To define the role of cAMP in the actions of ACTH, the dissociation of cAMP-dependent protein kinase and the subsequent intracellular location of its free catalytic units were monitored after exposure of Y-1 cells to ACTH, FSH, or cyclic nucleotide analog. To accomplish this, a fluorescinated cytochemical probe was used that complexes specifically with free catalytic units from cAMP-dependent protein kinase. Also, the effects of hormone or nucleotide on secretion of fluorogenic steroids and DNA synthesis were examined.

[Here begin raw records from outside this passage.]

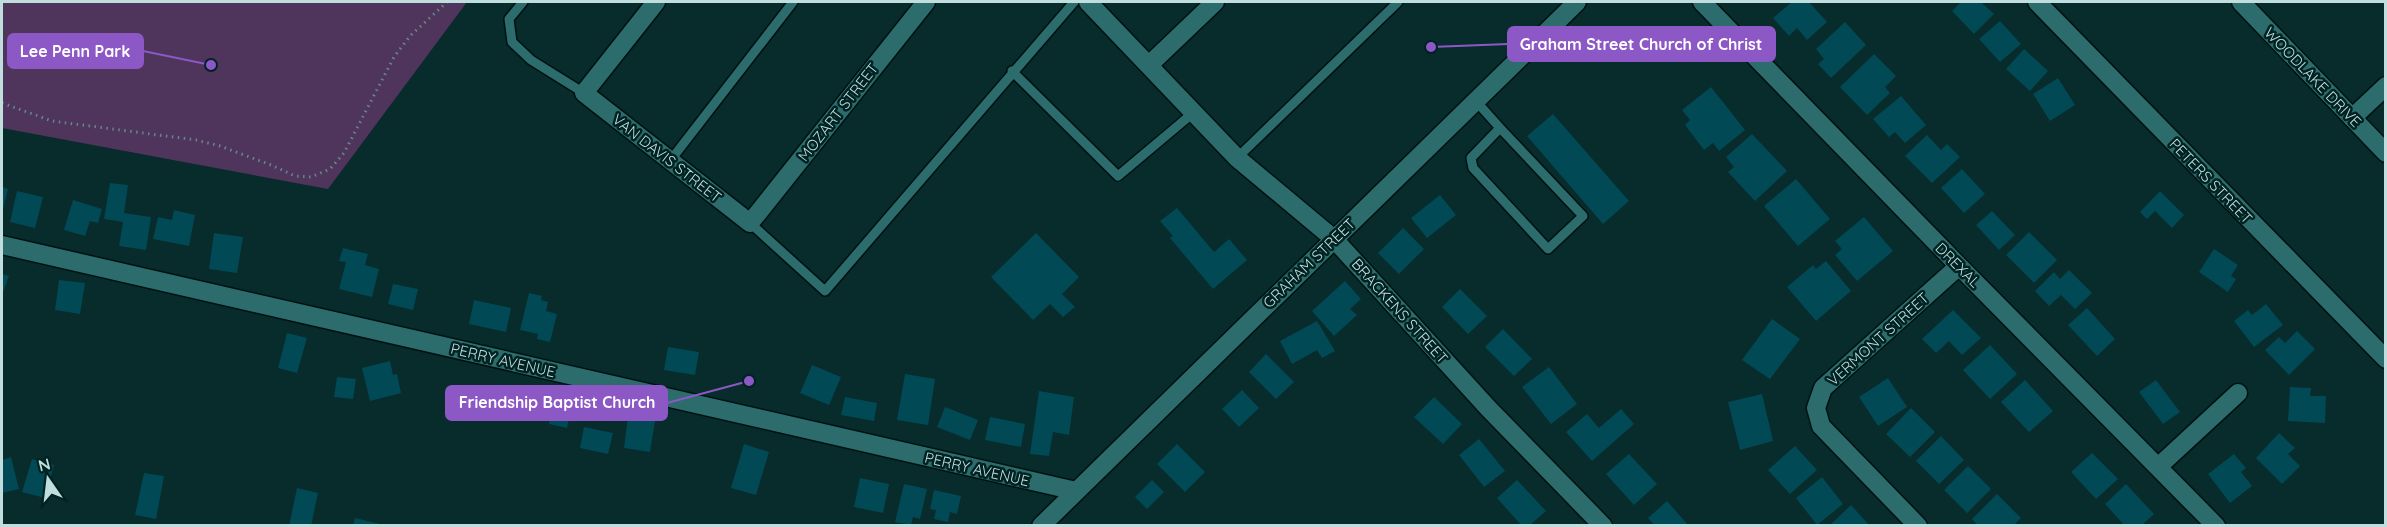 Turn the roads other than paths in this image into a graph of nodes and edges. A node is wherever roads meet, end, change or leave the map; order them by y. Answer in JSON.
{"nodes":[{"id":1,"x":523,"y":2,"type":"edge"},
{"id":2,"x":656,"y":2,"type":"edge"},
{"id":3,"x":793,"y":2,"type":"edge"},
{"id":4,"x":926,"y":2,"type":"edge"},
{"id":5,"x":1074,"y":2,"type":"edge"},
{"id":6,"x":1088,"y":2,"type":"edge"},
{"id":7,"x":1215,"y":2,"type":"edge"},
{"id":8,"x":1398,"y":2,"type":"edge"},
{"id":9,"x":1577,"y":2,"type":"edge"},
{"id":10,"x":1702,"y":2,"type":"edge"},
{"id":11,"x":2037,"y":2,"type":"edge"},
{"id":12,"x":2241,"y":2,"type":"edge"},
{"id":13,"x":1149,"y":65,"type":"junction"},
{"id":14,"x":1012,"y":71,"type":"junction"},
{"id":15,"x":2385,"y":86,"type":"edge"},
{"id":16,"x":584,"y":93,"type":"junction"},
{"id":17,"x":1475,"y":100,"type":"junction"},
{"id":18,"x":1193,"y":112,"type":"junction"},
{"id":19,"x":2352,"y":118,"type":"junction"},
{"id":20,"x":1500,"y":128,"type":"junction"},
{"id":21,"x":2385,"y":153,"type":"edge"},
{"id":22,"x":1237,"y":158,"type":"junction"},
{"id":23,"x":670,"y":161,"type":"junction"},
{"id":24,"x":750,"y":223,"type":"junction"},
{"id":25,"x":1334,"y":239,"type":"junction"},
{"id":26,"x":2,"y":244,"type":"edge"},
{"id":27,"x":1959,"y":266,"type":"junction"},
{"id":28,"x":2385,"y":359,"type":"edge"},
{"id":29,"x":2238,"y":393,"type":"dead end"},
{"id":30,"x":2159,"y":466,"type":"junction"},
{"id":31,"x":1076,"y":491,"type":"junction"},
{"id":32,"x":1041,"y":525,"type":"edge"},
{"id":33,"x":1603,"y":525,"type":"edge"},
{"id":34,"x":1918,"y":525,"type":"edge"},
{"id":35,"x":2216,"y":525,"type":"edge"}],
"edges":[{"from":1,"to":16,"type":"lane"},
{"from":2,"to":16,"type":"street"},
{"from":3,"to":23,"type":"lane"},
{"from":4,"to":24,"type":"street","name":"MOZART STREET"},
{"from":5,"to":14,"type":"lane"},
{"from":6,"to":13,"type":"street","name":"BRACKENS STREET"},
{"from":7,"to":13,"type":"street"},
{"from":8,"to":22,"type":"lane"},
{"from":9,"to":17,"type":"street","name":"GRAHAM STREET"},
{"from":10,"to":27,"type":"street","name":"DREXAL"},
{"from":11,"to":28,"type":"street","name":"PETERS STREET"},
{"from":12,"to":19,"type":"street","name":"WOODLAKE DRIVE"},
{"from":13,"to":18,"type":"street","name":"BRACKENS STREET"},
{"from":14,"to":18,"type":"lane"},
{"from":14,"to":24,"type":"lane"},
{"from":15,"to":19,"type":"street"},
{"from":16,"to":23,"type":"street","name":"VAN DAVIS STREET"},
{"from":17,"to":20,"type":"lane"},
{"from":17,"to":25,"type":"street","name":"GRAHAM STREET"},
{"from":18,"to":22,"type":"street","name":"BRACKENS STREET"},
{"from":19,"to":21,"type":"street","name":"WOODLAKE DRIVE"},
{"from":20,"to":20,"type":"lane"},
{"from":22,"to":25,"type":"street","name":"BRACKENS STREET"},
{"from":23,"to":24,"type":"street","name":"VAN DAVIS STREET"},
{"from":25,"to":31,"type":"street","name":"GRAHAM STREET"},
{"from":25,"to":33,"type":"street","name":"BRACKENS STREET"},
{"from":26,"to":31,"type":"street","name":"PERRY AVENUE"},
{"from":27,"to":30,"type":"street","name":"DREXAL"},
{"from":27,"to":34,"type":"street","name":"VERMONT STREET"},
{"from":29,"to":30,"type":"street"},
{"from":30,"to":35,"type":"street","name":"DREXAL"},
{"from":31,"to":32,"type":"street","name":"GRAHAM STREET"}]} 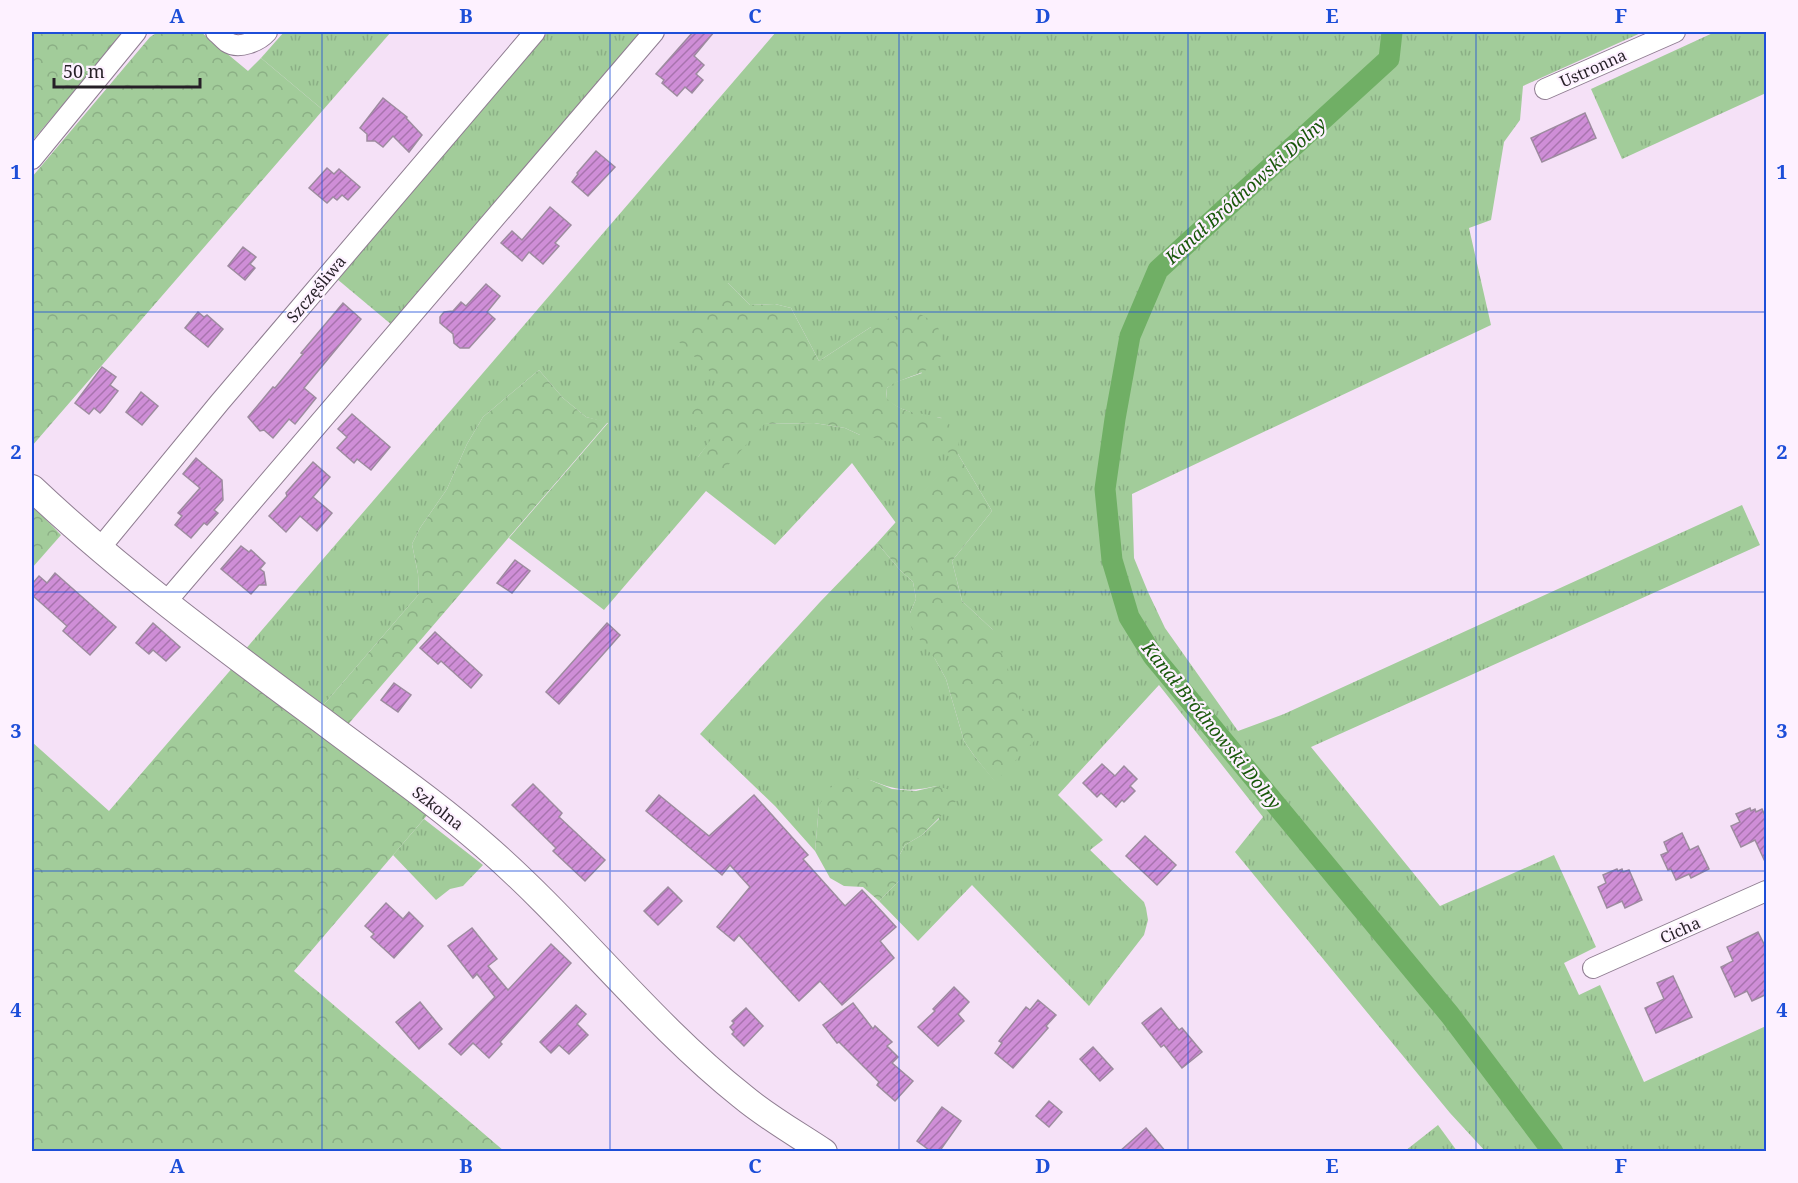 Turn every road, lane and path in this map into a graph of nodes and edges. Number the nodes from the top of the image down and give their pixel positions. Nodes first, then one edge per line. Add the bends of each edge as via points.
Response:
1 (136, 32) edge
2 (216, 32) edge
3 (267, 32) edge
4 (535, 32) edge
5 (654, 32) edge
6 (1675, 32) edge
7 (1545, 89) dead end
8 (32, 159) edge
9 (32, 488) edge
10 (100, 548) junction
11 (166, 602) junction
12 (1767, 891) edge
13 (1593, 968) dead end
14 (824, 1152) edge

1 - 8 street
2 - 3 street via 228,43 237,44 259,40
4 - 10 street, Szczęśliwa
5 - 11 street
6 - 7 street, Ustronna
9 - 10 street, Szkolna
10 - 11 street, Szkolna
11 - 14 street, Szkolna via 440,808 524,880 680,1041 742,1097
12 - 13 street, Cicha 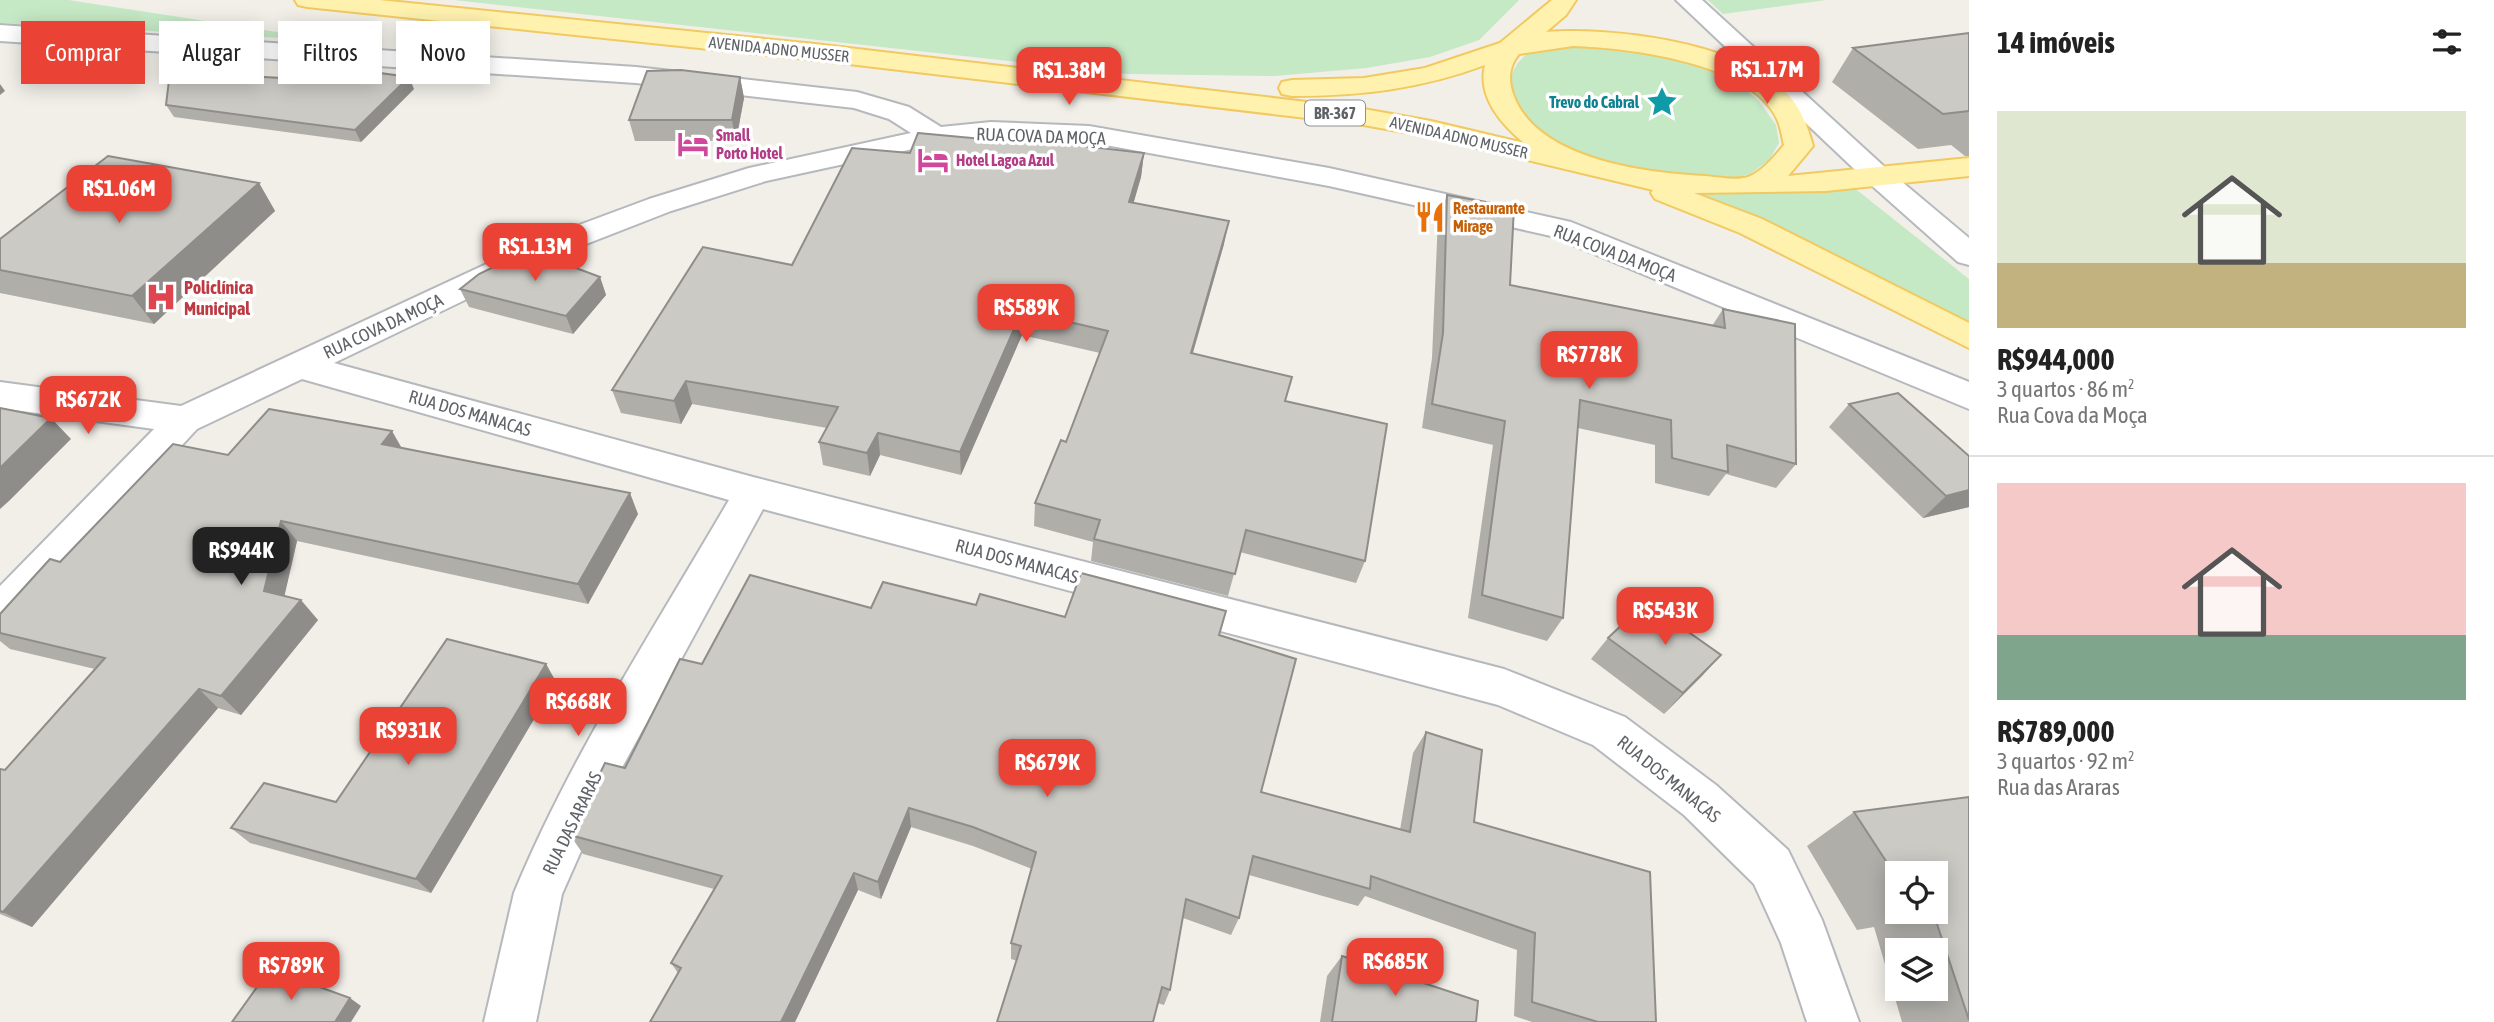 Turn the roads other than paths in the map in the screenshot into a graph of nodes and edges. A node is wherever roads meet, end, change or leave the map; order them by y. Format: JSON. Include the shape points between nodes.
{"nodes":[{"id":1,"x":307,"y":0,"type":"edge"},
{"id":2,"x":1688,"y":0,"type":"edge"},
{"id":3,"x":1562,"y":3,"type":"edge"},
{"id":4,"x":0,"y":33,"type":"edge"},
{"id":5,"x":1510,"y":47,"type":"junction"},
{"id":6,"x":1083,"y":82,"type":"junction"},
{"id":7,"x":936,"y":136,"type":"junction"},
{"id":8,"x":1583,"y":166,"type":"junction"},
{"id":9,"x":1969,"y":167,"type":"edge"},
{"id":10,"x":1625,"y":177,"type":"junction"},
{"id":11,"x":1879,"y":177,"type":"junction"},
{"id":12,"x":1757,"y":184,"type":"junction"},
{"id":13,"x":1969,"y":255,"type":"edge"},
{"id":14,"x":1969,"y":337,"type":"edge"},
{"id":15,"x":300,"y":366,"type":"junction"},
{"id":16,"x":0,"y":395,"type":"edge"},
{"id":17,"x":1969,"y":396,"type":"edge"},
{"id":18,"x":184,"y":420,"type":"junction"},
{"id":19,"x":753,"y":492,"type":"junction"},
{"id":20,"x":0,"y":613,"type":"edge"},
{"id":21,"x":510,"y":1022,"type":"edge"},
{"id":22,"x":1833,"y":1022,"type":"edge"}],
"edges":[{"from":1,"to":6,"type":"main road","name":"AVENIDA ADNO MUSSER","number":"BR-367"},
{"from":2,"to":11,"type":"street"},
{"from":3,"to":5,"type":"main road","number":"BR-367","via":[[1537,30]]},
{"from":4,"to":7,"type":"street","via":[[636,75],[857,100],[899,113]]},
{"from":5,"to":6,"type":"main road","name":"AVENIDA ADNO MUSSER","number":"BR-367","via":[[1432,74],[1378,85],[1259,88]]},
{"from":5,"to":8,"type":"main road","number":"BR-367","via":[[1496,75],[1507,109],[1529,133]]},
{"from":5,"to":12,"type":"main road","number":"BR-367","via":[[1577,37],[1620,39],[1697,57],[1746,76],[1789,115],[1799,146]]},
{"from":6,"to":8,"type":"main road","name":"AVENIDA ADNO MUSSER","number":"BR-367","via":[[1403,123]]},
{"from":7,"to":15,"type":"street","name":"RUA COVA DA MOÇA","via":[[760,174],[660,205],[547,248]]},
{"from":7,"to":17,"type":"street","name":"RUA COVA DA MOÇA","via":[[991,130],[1089,134],[1329,177],[1560,229]]},
{"from":8,"to":10,"type":"main road","number":"BR-367"},
{"from":9,"to":11,"type":"main road","number":"BR-367"},
{"from":10,"to":12,"type":"main road","number":"BR-367"},
{"from":10,"to":14,"type":"main road","via":[[1751,226]]},
{"from":11,"to":12,"type":"main road","number":"BR-367"},
{"from":11,"to":13,"type":"street"},
{"from":15,"to":18,"type":"street","name":"RUA COVA DA MOÇA"},
{"from":15,"to":19,"type":"street","name":"RUA DOS MANACAS"},
{"from":16,"to":18,"type":"street"},
{"from":18,"to":20,"type":"street","name":"RUA COVA DA MOÇA"},
{"from":19,"to":21,"type":"street","name":"RUA DAS ARARAS","via":[[583,794],[538,894]]},
{"from":19,"to":22,"type":"street","name":"RUA DOS MANACAS","via":[[1504,688],[1609,732],[1700,800],[1771,867],[1804,938]]}]}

Y-1 cells dissociated protein kinase in a dose-dependent fashion when exposed to ACTH or cAMP analog, but did not respond to FSH, which was one of the control agents used. After 30 min of treatment with 1.5 X 10(-10) M ACTH, free catalytic units were observed only in the cytoplasm of Y-1 cells, whereas a similar time of exposure to 3 X 10(-10) M ACTH led to the appearance of catalytic units in nucleolus as well as in cytoplasm. ACTH (6 X 10(-10) M) caused a rise in cytoplasmic and nucleolar protein kinase dissociation proportionally greater than that seen in cultures exposed to 3 X 10(-10) M ACTH. Upon treatment with 6 X 10(-10) M ACTH, the amount of free catalytic units in cytoplasm and nucleolus was detectably greater than that in controls within 1 min of stimulation and continued to rise with increasing time of exposure to hormone. The nuclear, mostly nucleolar, content of free catalytic unit appeared to peak after 15 min of stimulation, while cytoplasmic enzyme levels continued to rise up to 60 min. Exposure of Y-1 cells to nucleotide analog caused cAMP-dependent protein kinase dissociation with temporal kinetics and a subcellular distribution similar to that seen after ACTH stimulation. We conclude that actions of ACTH are mediated by cAMP-dependent protein kinases. Further, there appear to be two intracellular pools of protein kinase, one nucleolar, the other cytoplasmic, and these may be independently regulated, with the nucleolar enzyme requiring higher concentrations of ACTH for dissociation than those needed for cytoplasm protein kinase. These observations may be relevant to the fact that more ACTH is required to inhibit DNA synthesis than is necessary to enhance steroid production.